Speaking to newsmen in Abuja, Ubani said, “the passage of ACES Act 2009 by the US House of Reps should be of huge concern to the Federal Government of Nigeria.

“Even though it is a welcome development as far as global warming is concern”, he observed, “but if the US cuts 25% of its oil import in the next five years, what measure are we taking on this?, since the US buys about 45% of our current daily production of about 1.3 million barrels per day. “One of the implications is that oil prices will significantly go down. And we are dependant on oil for our survival”, he said

“It is good that the ACES Act also stipulates that the US carbon dioxide emission into air will be cut by 20% by 2020, my committee is worried that Nigeria is not working towards the impending economic crisis this Act would inflict on us”, he said.

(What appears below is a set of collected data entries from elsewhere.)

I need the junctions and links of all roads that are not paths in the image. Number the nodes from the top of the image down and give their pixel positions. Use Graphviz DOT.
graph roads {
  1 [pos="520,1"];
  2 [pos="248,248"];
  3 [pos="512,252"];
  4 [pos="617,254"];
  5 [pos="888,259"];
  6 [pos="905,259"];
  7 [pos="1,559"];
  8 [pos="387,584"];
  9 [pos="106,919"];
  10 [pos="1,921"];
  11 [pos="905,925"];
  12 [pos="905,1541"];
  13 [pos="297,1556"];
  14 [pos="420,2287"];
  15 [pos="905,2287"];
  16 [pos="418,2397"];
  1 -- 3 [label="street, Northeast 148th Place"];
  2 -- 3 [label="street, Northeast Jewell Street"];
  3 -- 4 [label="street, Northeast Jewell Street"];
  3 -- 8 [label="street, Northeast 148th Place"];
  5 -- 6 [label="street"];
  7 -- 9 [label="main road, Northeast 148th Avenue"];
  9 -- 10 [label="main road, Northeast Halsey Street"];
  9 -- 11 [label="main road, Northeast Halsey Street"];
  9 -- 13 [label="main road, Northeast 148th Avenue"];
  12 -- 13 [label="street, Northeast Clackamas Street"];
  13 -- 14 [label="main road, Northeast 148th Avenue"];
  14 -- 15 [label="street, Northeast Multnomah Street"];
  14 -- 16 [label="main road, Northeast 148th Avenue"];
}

According to him, that fact that President Barack Obama has made in his campaign promise that the US will greatly reduce dependence on foreign oil as a source of energy, by investing heavily on research on renewable energy, Nigeria must also start to urgently diversify her economy.

“Very soon, other consumers of our oil will start cutting oil imports, after discovering veritable alternatives to fossil fuel”, he warned. “The world is clamouring for less emission of carbon dioxide into the atmosphere by encouraging less usage of hydrocarbon, but that will be at a great cost to Nigerian if we are not ready to diversify our economy now”, he said.

“My committee is going to point this problem out to Speaker Dimeji Bankole, and we will make him to write to President Unaru Yar’Adua reminding him of the danger ahead”, he said.

On the stand of Africa to Climate Change, Ubani, who attended the last meeting of the Pan-Africa Parliamentary Conference on Climate Change, told the Press that Africa is pressing for $200 billion from the industrialised nations of the world to help the continent adapt to the negative impact of climate change caused by industrialisation.

“Africa demands that all industrialised countries of the world contribute $200 billion annually as financial flows for adaptation to climate change in Africa and other poor countries.

“These commitments are vital to unblocking the current negotiating deadlock between the West and Africa on climate change”, he said, adding that, “without flows on this scale, a deal will be unable to insure against catastrophic climate change or protect the most vulnerable from unavoidable climate change.

“Rich countries must make a commitment on finance well before the next world meeting on climate change in Copenhagen, Denmark next September”, he said.

According to him, the meeting called upon, “all African Heads of States to promote the common African position on the comprehensive international climate change regime beyond 2012 and participate actively in the continuing international negotiations, bearing in mind that failure to reach a fair and equitable outcome will have dire consequences for Africa”.